Open matlh0 opened 2 years ago
Thanks for the report @matlh0! I agree we could do better here, we should probably abort any running flows / tasks so that they have a more accurate end state reflected. We should also consider a 'warm shutdown' where we wait until the flow/tasks end before exiting.
This behavior is intentional. All agents can be stopped/started without affecting their flow runs. I'm not sure I agree that this agent should kill its runs on shutdown.
This behavior is intentional. All agents can be stopped/started without affecting their flow runs. I'm not sure I agree that this agent should kill its runs on shutdown.
Ok, but if I restart the agent, the flow does not continue and still in Running state
Thanks for the report @matlh0! I agree we could do better here, we should probably abort any running flows / tasks so that they have a more accurate end state reflected. We should also consider a 'warm shutdown' where we wait until the flow/tasks end before exiting.
the 'warm shutdown' could be good in case of version upgrade and restart of the agent. We don't use docker or kubernetes, agents run in local mode
Ok, but if I restart the agent, the flow does not continue and still in Running state
It's possible when the agent is killed the flow crashes but does not report its state. If that is the case, we can investigate a fix for it. However, the agent is not required for the flow to run. Once the agent creates the flow run process, the presence of an agent should not affect the flow. It does not require the agent to be started again to resume running.
Ok, but if I restart the agent, the flow does not continue and still in Running state
It's possible when the agent is killed the flow crashes but does not report its state. If that is the case, we can investigate a fix for it. However, the agent is not required for the flow to run. Once the agent creates the flow run process, the presence of an agent should not affect the flow. It does not require the agent to be started again to resume running.

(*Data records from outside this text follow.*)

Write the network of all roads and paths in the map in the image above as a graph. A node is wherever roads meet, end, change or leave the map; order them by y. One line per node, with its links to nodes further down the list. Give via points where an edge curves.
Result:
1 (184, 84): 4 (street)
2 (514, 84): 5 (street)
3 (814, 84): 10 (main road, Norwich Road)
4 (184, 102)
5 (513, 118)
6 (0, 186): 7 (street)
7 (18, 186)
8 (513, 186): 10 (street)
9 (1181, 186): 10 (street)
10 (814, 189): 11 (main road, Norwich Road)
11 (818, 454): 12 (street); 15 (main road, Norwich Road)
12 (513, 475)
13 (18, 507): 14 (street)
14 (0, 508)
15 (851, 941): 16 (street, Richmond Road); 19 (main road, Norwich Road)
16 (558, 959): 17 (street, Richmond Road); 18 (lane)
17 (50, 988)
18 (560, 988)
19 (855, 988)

After a little investigation, before running flow, i show this process :
root 1271628 1147962 8 15:05 pts/6 00:00:00 /usr/bin/python3.8 /usr/bin/prefect agent start -q sleep
When i start the flow, another process appears
root 1271628 1147962 0 15:05 pts/6 00:00:01 /usr/bin/python3.8 /usr/bin/prefect agent start -q sleep
root 1271701 1271628 99 15:08 pts/6 00:00:00 /usr/bin/python3.8 -m prefect.engine
Master process: 1271628 (prefect agent)
Child process: 1271701
if I kill 1271628, child process is killed too
After that, if I start an agent, the flow never resume
Great thanks! It's weird that the SIGINT sent to the parent process isn't forwarded to the child process in a way that lets our interrupt detection report the flow run as crashed. We can investigate that.
Separately, we should probably be launching processes for flow runs from agents as daemons so if the parent exits the child does not get killed. This would probably be a good setting to include on the Process
infrastructure directly.
I've seen this same issue, just commenting to indicate my support for the issue.

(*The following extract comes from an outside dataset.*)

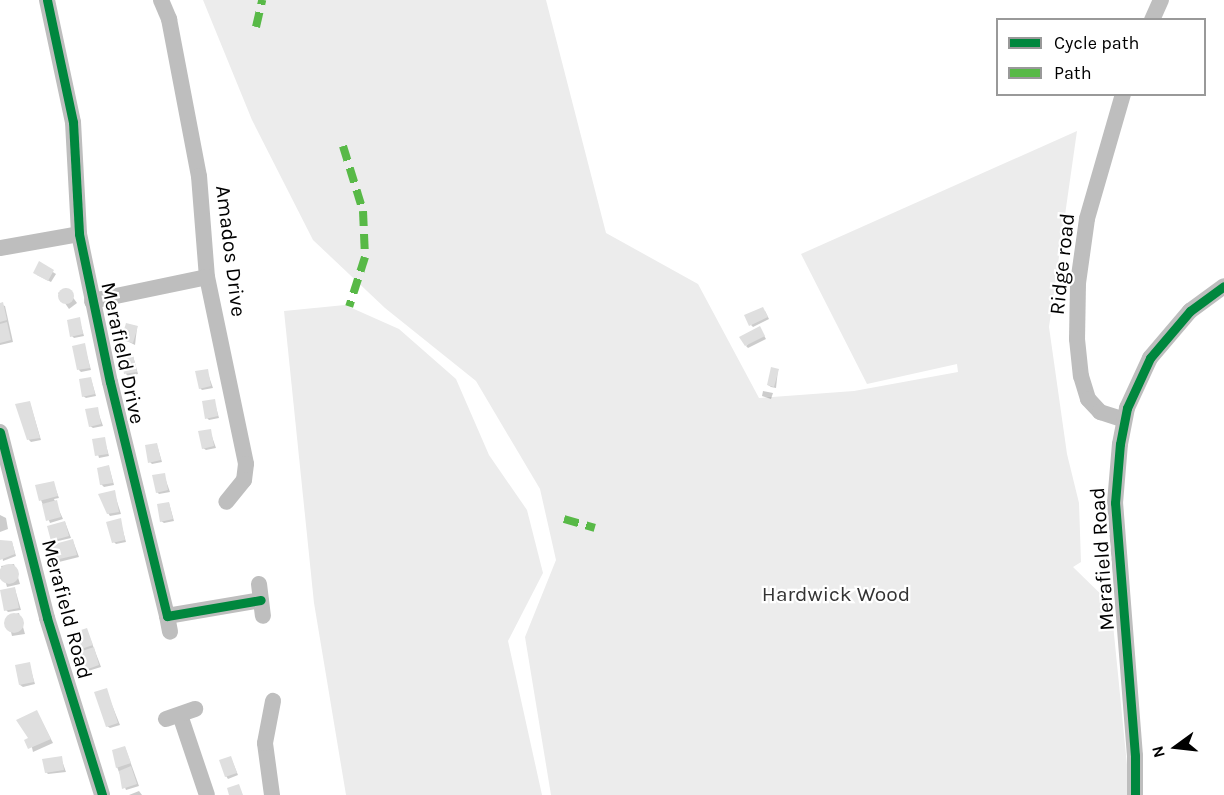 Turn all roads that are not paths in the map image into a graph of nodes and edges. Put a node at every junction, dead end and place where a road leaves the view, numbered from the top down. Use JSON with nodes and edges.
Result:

I just updated prefect to the latest version 2.6.9. After restarting Orion and the agents after update, I'm still seeing the old flow runs with Running state, which have been stuck like that for the past 5 hours. I don't know how to confirm that they're really gone and that the UI is just out of synch.
I’ve got the same problem, but my deployment is a bit different: currently I’m running many agents, each one running a docker daemon. This decision was made so that the resources used by the flow runs can be easily monitored (I just need to look at how much resources my agent uses). My deployments use the Docker infrastructure, so the flow runs are run by the agents’ docker daemons inside docker containers.
So in this case, if an agent goes down, no one is working on the flow runs anymore. The flow runs in the RUNNING or PENDING state remain like that forever.
I know my case is a really specific one, but looks like this problem happens in other cases also, as can be seen above.
My first approach to try to find a solution for this was to set a timeout for the flows. But I realized later that the agent is the one who checks if the timeout was reached or not, so if the agent goes down the flow runs would never timeout.
Here is a suggestion for a generic solution: the flow run should send an “is alive” signal periodically to the server, allowing the server to check which flow runs are RUNNING and mark the ones that are not anymore as CRASHED. What do you think?
the flow run should send an “is alive” signal periodically to the server, allowing the server to check which flow runs are RUNNING and mark the ones that are not anymore as CRASHED. What do you think?
This is a "heartbeat" implementation and we did this in Prefect 1 as the sole mechanism for determining if a run was crashed. However, there were frequent false positives during CPU or memory intensive workloads (and other things) resulting in flows being marked as CRASHED even when they were still happily RUNNING. We have avoided this pattern thusfar for that reason.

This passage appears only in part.